The Indian entertainment and media industry is one of the fastest growing sectors in India. According to the FICCI-PWC report on the entertainment and media industry it is estimated that the entertainment and media industry is set to grow at a compounded annual rate of 18% to reach an estimated size of Rs 1 trillion by 2011. In this article we outline some of the key factors that are expected to fuel the growth trajectory for the players in the sector.

  • The economic impetus: India is the second fastest growing economy in the world today next only to China. It has registered growth rates in excess of 8% in the last two years. Lower inflation, decline in tax rates and increased propensity to consume has led to more spending on leisure and entertainment services. According to a recent Hewitt Associates survey, in 2005, Indians got the highest salary increase (13.9 %) in the Asia Pacific region. Indian entertainment and media industry is expected to continue to benefit from this rapid economic growth, as this industry is a cyclically sensitive industry that grows faster when the economy is expanding. It also grows faster than the nominal GDP during periods of high economic growth. This is due to income elasticity of the demand, wherein, when incomes rise, proportionately more resources get spent on leisure and entertainment and less on necessities.

  • Demographic impetus: The median age in India is 25 years. The job opportunities for the youth have increased manifold over the last couple of years. Fast growing sectors like retail, aviation, and real estate, IT/ ITES have been recruiting in huge numbers. India's working youth have more disposable income and resultantly a higher propensity to consume. The growth in the number of multiplexes is a reflection of this fact. In urban areas the consumer mindset is changing due to increased exposure to global influences. As per NCAER, in FY07, the consuming class comprised around 46% of the country's total households as compared to around 17% in FY95. This has led to the emergence of a huge consumer base for the various products and services (including entertainment). Also, an increase in the literacy rate has provided an impetus to the growth of the print media sector, with increase in the circulation of newspapers and magazines.

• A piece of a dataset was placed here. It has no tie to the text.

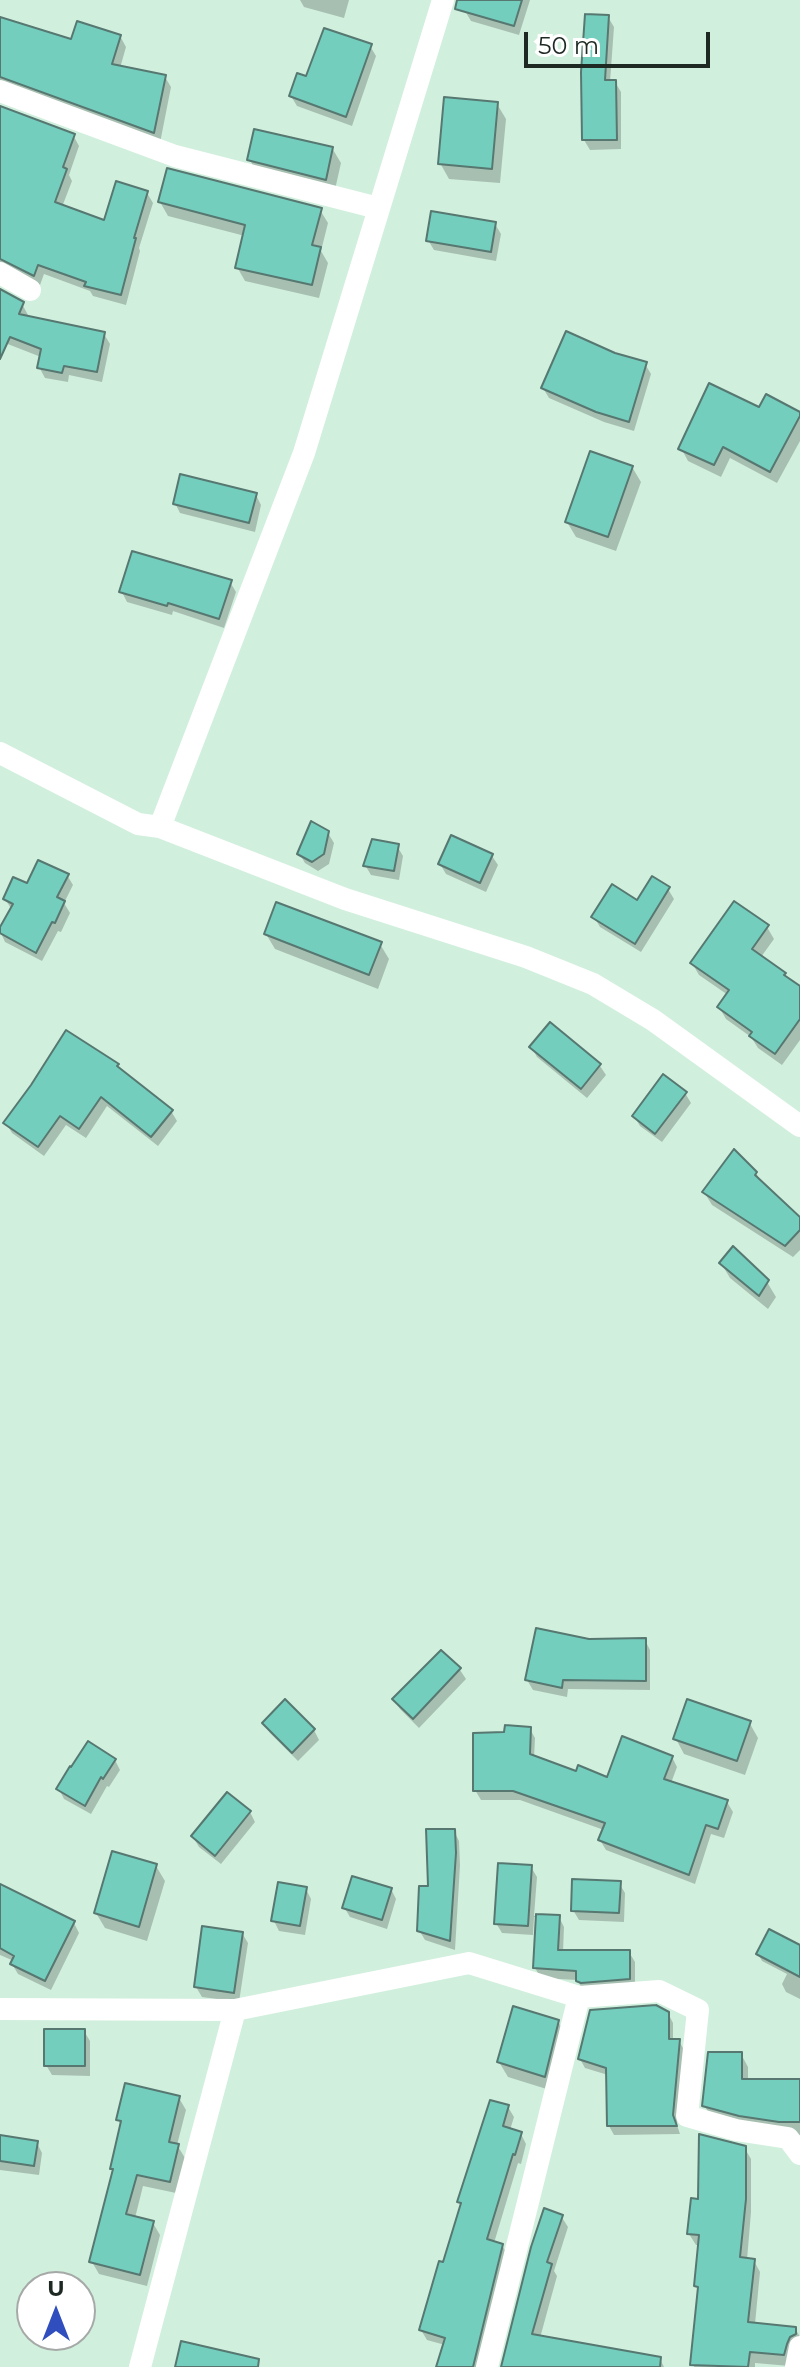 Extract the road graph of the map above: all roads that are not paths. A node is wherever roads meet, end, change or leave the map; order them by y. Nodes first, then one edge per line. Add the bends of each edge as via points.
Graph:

  • Liberalizing foreign investment regime: India has liberal foreign direct investment (FDI) norms and a conducive environment. The media industry has significantly benefited from this liberal regime and most segments of the industry today allow foreign investment. In 2005, FDI was permitted in the print media and radio sectors. Films, television and other segments are already open to foreign investment. In the print media segment, 100% FDI is now allowed for non-news publications and 26% FDI is allowed for news publications. The FM radio sector too was opened for foreign investment recently with 20% FDI being allowed.

  • Low penetration: Media penetration varies across socio-economic classes (SECs). Though media penetration is poor in lower socio-economic classes, the absolute numbers are much higher for these classes. Hence even a slight increase in the media penetration in these economic classes will lead to a significant increase in the overall media penetration.

  • Low ad spends: Indian advertising spends as a percentage of gross domestic product (GDP) – at 0.3% – is abysmally low, as opposed to other developed and developing countries. The major ad spenders are the soft drink makers, consumer durable firms, FMCG firms, banks, financial services companies, automobile firms, etc. Strong sales growth in these sectors will lead to an increase in advertisement spending.

  • Digitisation process: Television industry is the largest sub segment of the entertainment and media industry. The digitisation process (rollout of CAS and DTH) will provide a fillip to the growth of the television industry. The Delhi High court has last year set a deadline for implementing CAS in zone I areas of Delhi, Mumbai and Calcutta. Recently, TRAI has recommended that CAS be rolled out further in these cities and has also provided a road map for CAS rollout in other cities. TRAI has suggested that CAS be rolled out to a further 55 cities (population of more than 1 m) by 2011. Digitisation means that cable penetration will increase from 70 m homes in 2006 to around 113 m homes by 2011 (source: Balaji Telefilms annual report). This will benefit all the stakeholders. The broadcasters revenues will increase significantly increasing their ability to spend on content. Digitisation will also be beneficial to the viewers as it means a better visual quality at a lower cost. The malpractice of the local cable operators of under reporting of viewers will be curbed. Thus the broadcasters subscription revenues will increase significantly reducing their dependence on advertisement revenues.

The future…
Over the next three to five years, apart from improved declaration by cable operators, we expect the average revenue per user (ARPU) to rise in India. Post the DTH and CAS scenario, we expect subscription rates to be market-driven i.e., quality of content will determine the price as against the current government administered price. Favorable policy initiatives will move the industry towards a better intellectual property rights regime. Parallely, growing investment and surge in technological advancements offers ample growth scope to the industry. Overall, we believe that the media sector is a play on consumerism in the long-term and we are positive about the long-term growth prospects of the sector.